Later this week, painters come to paint the interior of our house. We are going to leave the nursery the same color the previous owners painted it (they didn't have kids) - a very pale blue called Silverpointe. It is neutral enough to go with just about any other "baby" color - pink, blue, brown, lavender, yellow.
Final Thoughts
I know that many women who follow this blog are still somewhere in the beginning or middle of their journey. I wish that there eventually comes a day where no woman has to go through the uncertainty, pain, tears and heartbreak it took for us to get here. Being on "this side of the fence" is one of the most amazing experiences of my life. Each day, I still wake up and pinch myself to convince myself that this is really happening.
I assume that someday, some woman struggling with infertility is going to look at our family and ask "why me" - just like I did thousands of times myself. I almost wish there was a bubble above my head to tell these women what it took for us to get here and not to assume it was so easy.
Know that I am saying the above out of a very deep care and love for all of you who are still going through the process. My thoughts, hopes and prayers are with you.
6 comments:
Such a nice post! Speaking as someone who is still struggling, it was so nice to read this so thank you IVFlygirl. So excited for you and the ultrasound video was amazing - I can't imagine how surreal and thrilling this must be for you - I sure hope I make it to where you are someday!
Hello Flygirl!! Whoo hoo!! Such an exciting week you had indeed. Revel in it...you deserve it!
Thanks for the shoutout. You sound so happy! Glad everything is going well!
Yes, very nice post Flygirl! So happy things are going so well for you. How exciting to think about having two wonderful surprises on birth-day!
P.S, I just spent 4 hours at a BBQ with a friend's 3 1/2 year old idententical twin boys. Sleep now, while you still can! ;)
Your last part really hit home for me, the part about wishing there was a bubble above your head telling people what it took to get you there. I feel that too, especially not knowing who out there seeing me is struggling and just assuming that I got it so easily when it was anything but, and that is always at the top of my mind.
I also find when people ask me, "is this your first?" I want to clarify and say that yes, this is hopefully my first real live child, but this is not my first pregnancy.

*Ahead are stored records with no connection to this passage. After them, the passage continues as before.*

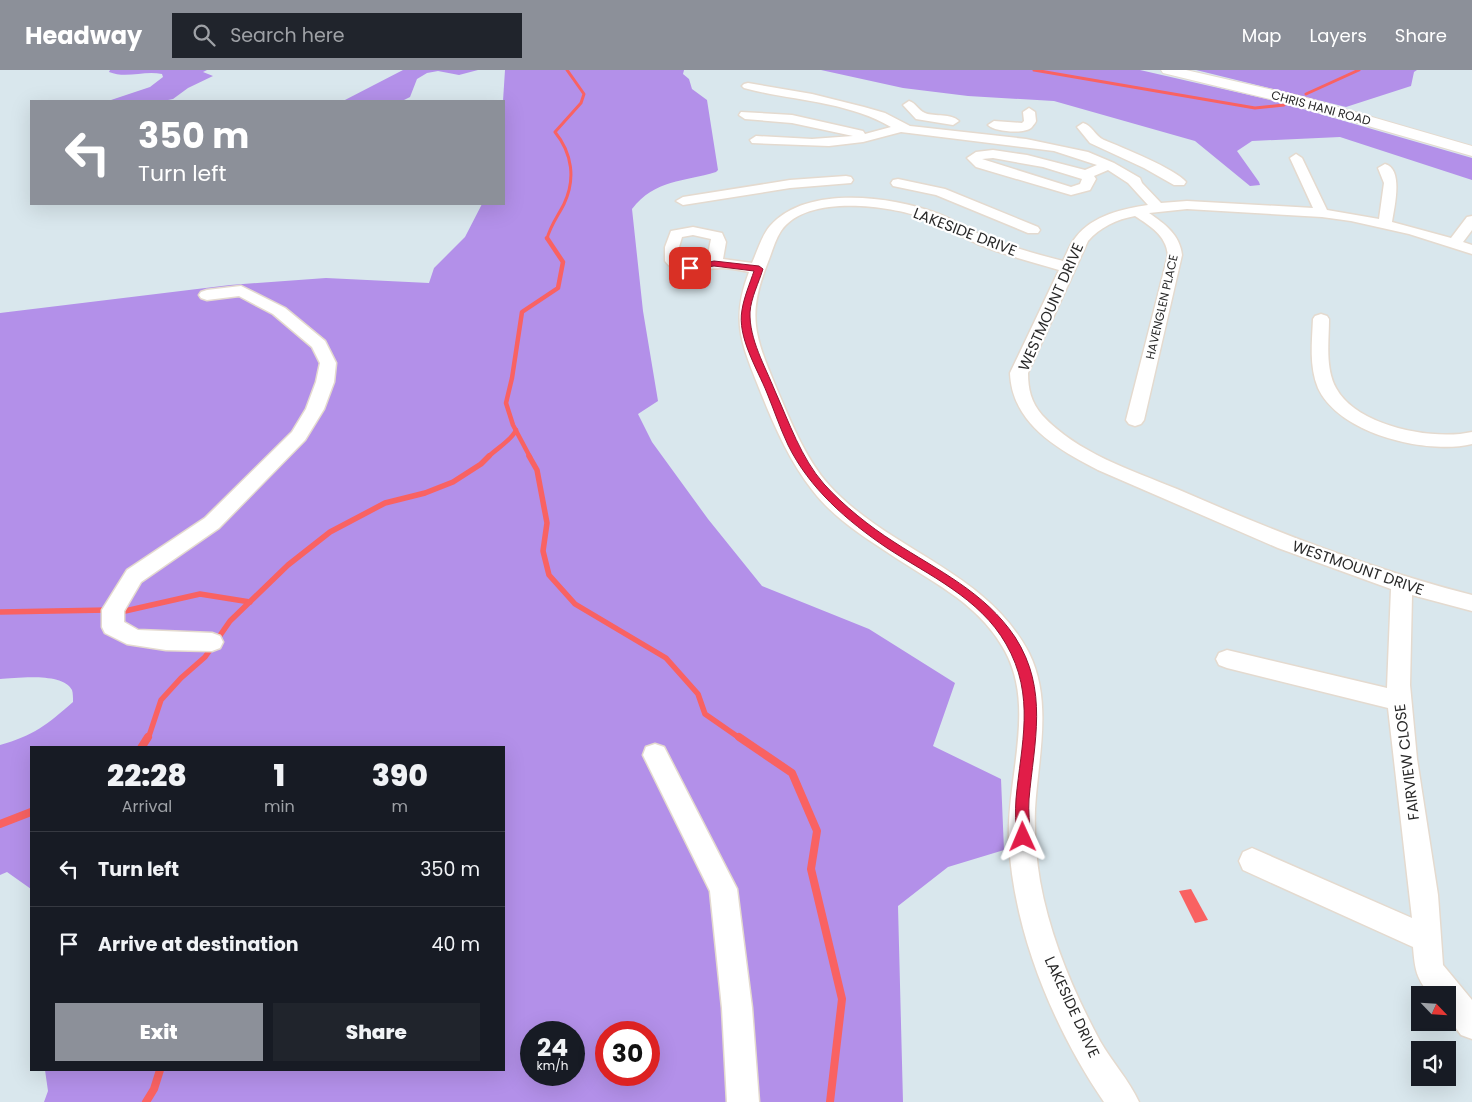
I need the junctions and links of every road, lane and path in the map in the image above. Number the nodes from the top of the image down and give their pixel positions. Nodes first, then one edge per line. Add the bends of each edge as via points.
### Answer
1 (1168, 70) edge
2 (748, 86) dead end
3 (909, 105) dead end
4 (1029, 112) dead end
5 (745, 115) dead end
6 (939, 120) junction
7 (1083, 127) dead end
8 (900, 128) junction
9 (884, 134) junction
10 (935, 134) junction
11 (756, 140) dead end
12 (1120, 151) junction
13 (1472, 151) edge
14 (1296, 158) dead end
15 (1104, 163) junction
16 (1385, 168) dead end
17 (1086, 175) junction
18 (846, 180) dead end
19 (1179, 182) dead end
20 (898, 183) dead end
21 (772, 187) junction
22 (945, 194) junction
23 (683, 201) dead end
24 (790, 204) junction
25 (1162, 206) junction
26 (1136, 210) junction
27 (922, 213) junction
28 (1322, 214) junction
29 (1472, 220) edge
30 (1385, 224) junction
31 (1033, 230) dead end
32 (1454, 244) junction
33 (1472, 250) edge
34 (714, 264) dead end
35 (1067, 267) junction
36 (759, 269) junction
37 (207, 295) dead end
38 (1321, 319) dead end
39 (1135, 420) dead end
40 (1472, 438) edge
41 (1402, 585) junction
42 (1472, 603) edge
43 (203, 641) dead end
44 (1227, 659) dead end
45 (1399, 701) junction
46 (656, 755) dead end
47 (1252, 861) dead end
48 (1427, 939) junction
49 (1472, 1024) edge
50 (743, 1102) edge
51 (1123, 1102) edge

1 - 13 main road, CHRIS HANI ROAD via 1303,102
2 - 8 street via 801,94 860,110 888,119
3 - 6 street via 920,116
4 - 6 street via 1028,124 1022,128
5 - 9 street via 792,119 846,132
6 - 10 street
7 - 12 street via 1094,140
8 - 9 street
8 - 10 street
9 - 11 street via 838,143
10 - 15 street via 1046,145
12 - 15 street
12 - 19 street
14 - 28 street
15 - 17 street
15 - 25 street via 1142,183
16 - 30 street via 1391,183
17 - 17 street via 1089,179 1085,187 1072,191 980,164 973,158 980,154 999,155
18 - 21 street
20 - 22 street
21 - 23 street
21 - 24 street
22 - 27 street
22 - 31 street
24 - 27 street, LAKESIDE DRIVE via 844,202
24 - 36 street, LAKESIDE DRIVE via 775,229
25 - 26 street, WESTMOUNT DRIVE
25 - 28 street, WESTMOUNT DRIVE via 1215,206
26 - 35 street, WESTMOUNT DRIVE via 1107,219 1091,229 1081,240
26 - 39 street, HAVENGLEN PLACE via 1165,232 1176,246
27 - 35 street, LAKESIDE DRIVE via 984,242
28 - 30 street, WESTMOUNT DRIVE
29 - 32 street
30 - 32 street, WESTMOUNT DRIVE
32 - 33 street, WESTMOUNT DRIVE
34 - 36 street
35 - 41 street, WESTMOUNT DRIVE via 1019,374 1021,391 1028,407 1053,437 1105,466 1308,553
36 - 51 street, LAKESIDE DRIVE via 746,311 748,335 794,446 820,486 850,515 955,584 993,618 1011,641 1025,672 1031,702 1022,801 1023,855 1033,910 1054,976 1088,1048
37 - 43 street via 241,291 279,311 319,345 328,362 315,409 299,436 212,523 134,576 113,610 113,627 135,638
38 - 40 street via 1322,375 1328,392 1342,407 1387,431 1414,439 1441,442
41 - 42 street, WESTMOUNT DRIVE
41 - 45 street, FAIRVIEW CLOSE
44 - 45 street
45 - 48 street, FAIRVIEW CLOSE
46 - 50 street via 723,890 737,1008
47 - 48 street
48 - 49 street, FAIRVIEW CLOSE via 1429,970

I find that a good way to say that without getting into too many details is, "we've waited a long time for this, so we are (insert adjective here - stoked, excited, thrilled, whatever)". I know a lot of people who are still struggling thing that those who get pregnant forget where they came from, but it's so not true. I never for a minute forget how amazingly lucky I am, I am constantly grateful to be here, and my heart breaks just the same when I'm reading about those who are still there. I just wish I could do something so that every person who is still there will experience this some day.
Yay for 15weeks!!! Loved your sweet video of your babies :) That's exciting you are waiting to find out the gender! So fun to start planning the nursery, etc!!!! Can't wait to hear the news when you start feeling kicks!!!
I know- can you believe it? Seems like you were just visiting me for my transfer.... and now it's almost time!!